- Location: Gresham, Oregon, United States
- Date: August 21, 1994
- Attack type: Animal hostage taking
- Weapons: Kitchen knife
- Deaths: 1 (the perpetrator)
- Perpetrator: Janet Marilyn Smith

= Gresham cat hostage taking incident =

1994 hostage taking incident in Oregon, U.S.

On August 21, 1994, a 28-year-old woman named Janet Marilyn Smith took her own pet Siamese cat hostage in a Fred Meyer store in Gresham, Oregon, United States.

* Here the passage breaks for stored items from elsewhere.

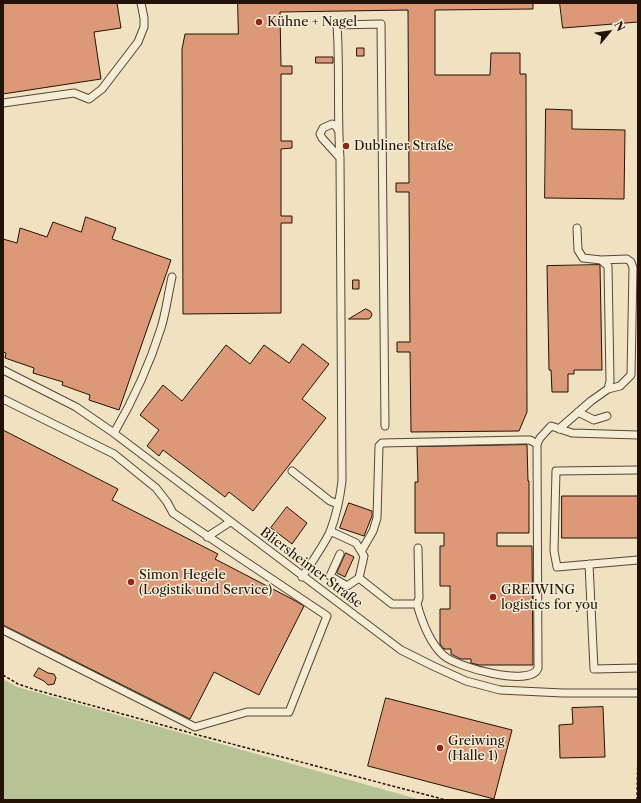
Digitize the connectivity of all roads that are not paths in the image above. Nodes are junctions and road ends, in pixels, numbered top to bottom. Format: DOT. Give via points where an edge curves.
graph roads {
  1 [pos="141,3"];
  2 [pos="3,103"];
  3 [pos="338,130"];
  4 [pos="340,158"];
  5 [pos="577,228"];
  6 [pos="601,260"];
  7 [pos="172,277"];
  8 [pos="3,370"];
  9 [pos="608,389"];
  10 [pos="3,399"];
  11 [pos="578,412"];
  12 [pos="607,416"];
  13 [pos="385,426"];
  14 [pos="559,429"];
  15 [pos="114,433"];
  16 [pos="638,435"];
  17 [pos="537,444"];
  18 [pos="638,470"];
  19 [pos="292,472"];
  20 [pos="338,504"];
  21 [pos="230,522"];
  22 [pos="330,531"];
  23 [pos="207,536"];
  24 [pos="418,548"];
  25 [pos="362,550"];
  26 [pos="340,554"];
  27 [pos="638,560"];
  28 [pos="589,564"];
  29 [pos="302,576"];
  30 [pos="359,578"];
  31 [pos="417,604"];
  32 [pos="3,630"];
  33 [pos="638,668"];
  34 [pos="638,693"];
  1 -- 2 [label="street" via="144,27 138,42 102,89 89,99 74,93"];
  3 -- 4 [label="street"];
  3 -- 4 [label="street" via="332,124 323,128 320,134"];
  3 -- 13 [label="street" via="337,25 381,24"];
  4 -- 20 [label="street" via="342,481"];
  5 -- 6 [label="street" via="578,250 583,258"];
  6 -- 9 [label="street" via="608,266"];
  6 -- 9 [label="street" via="627,259 633,268 631,375 620,386"];
  7 -- 15 [label="street" via="161,328"];
  8 -- 15 [label="street, Bliersheimer Straße" via="76,407"];
  9 -- 11 [label="street"];
  10 -- 23 [label="street" via="114,454 156,488 168,502 173,513"];
  11 -- 12 [label="street" via="594,420"];
  11 -- 14 [label="street"];
  14 -- 16 [label="street" via="572,433"];
  14 -- 17 [label="street" via="551,426"];
  15 -- 21 [label="street, Bliersheimer Straße"];
  17 -- 25 [label="street" via="530,440 382,442 379,446 376,518 373,531"];
  17 -- 31 [label="street" via="536,671 527,676 507,675 481,671 452,662 434,646"];
  18 -- 28 [label="street" via="556,471 554,552 557,567"];
  19 -- 20 [label="street" via="330,501"];
  20 -- 22 [label="street"];
  21 -- 23 [label="street"];
  21 -- 29 [label="street, Bliersheimer Straße"];
  22 -- 25 [label="street" via="356,543"];
  22 -- 29 [label="street"];
  23 -- 32 [label="street" via="327,616 290,712 246,712 195,726"];
  24 -- 31 [label="street"];
  25 -- 30 [label="street" via="364,556"];
  26 -- 30 [label="street" via="330,576 346,586"];
  27 -- 28 [label="street"];
  28 -- 33 [label="street" via="594,669"];
  29 -- 34 [label="street, Bliersheimer Straße" via="401,650 466,681 500,690 527,692"];
  30 -- 31 [label="street" via="392,604"];
}
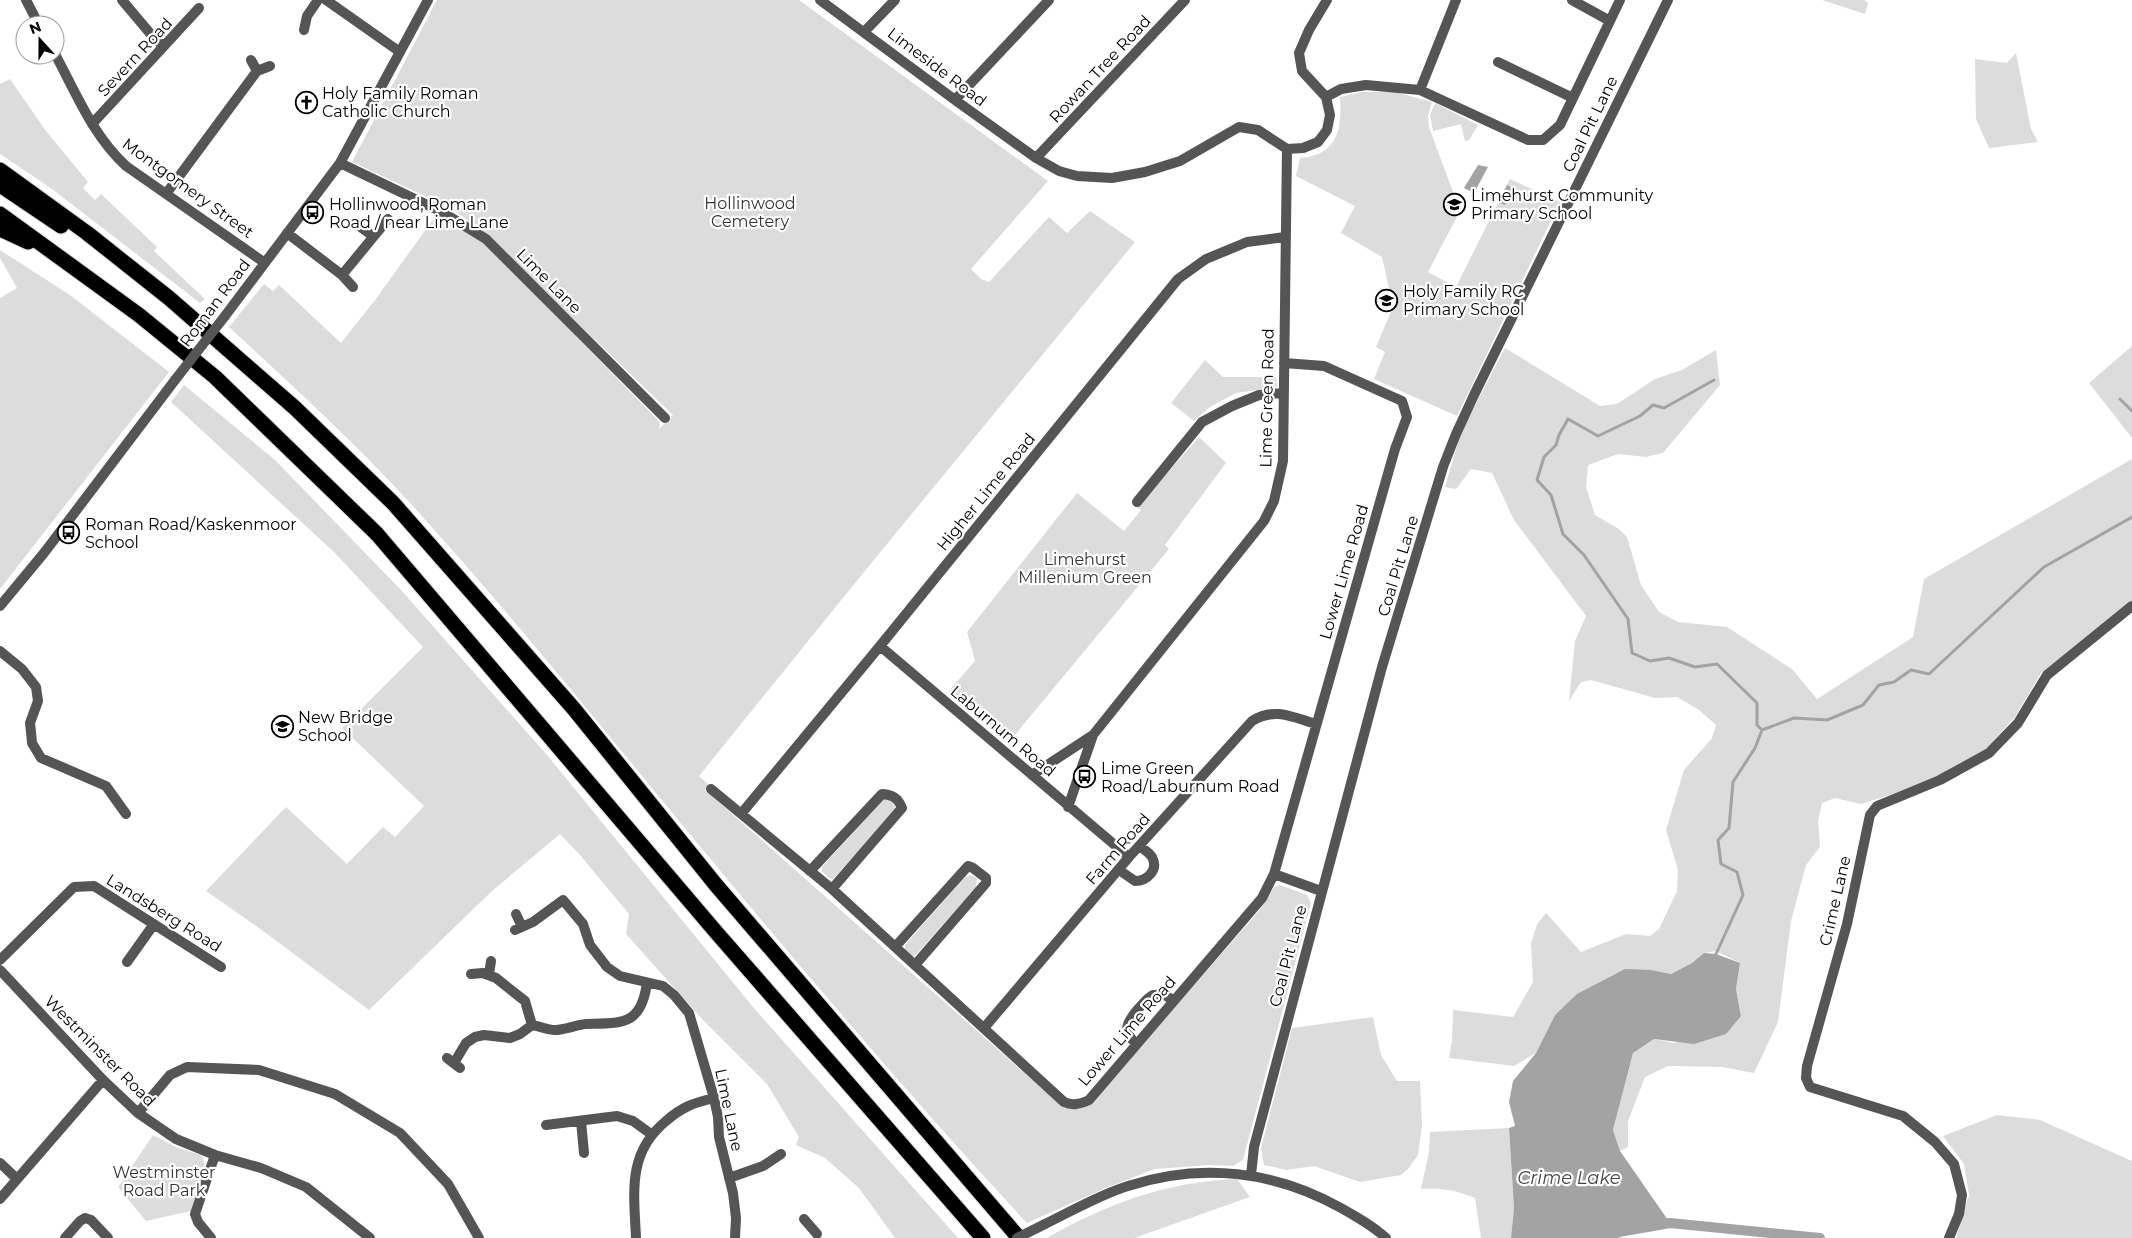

Once officers from the Gresham Police Department arrived on the scene, Smith approached them while brandishing a kitchen knife. In reaction, one officer fatally shot her. The cat could not be found immediately after the incident but was later located hiding in the store. It was the first fatal shooting by Gresham police in ten years.

==Background==

===Smith's personal background===
Janet Marilyn Smith was born on June 9, 1966, and moved to Portland, Oregon, with her family in 1973 from Loleta, California, around 15 miles south of Eureka. She was a member of the Yurok American Indian tribe, and attended Lincoln High School in Portland but dropped out during her sophomore year; she was also employed at various retail sales jobs around Portland, including a Fred Meyer store in North Portland.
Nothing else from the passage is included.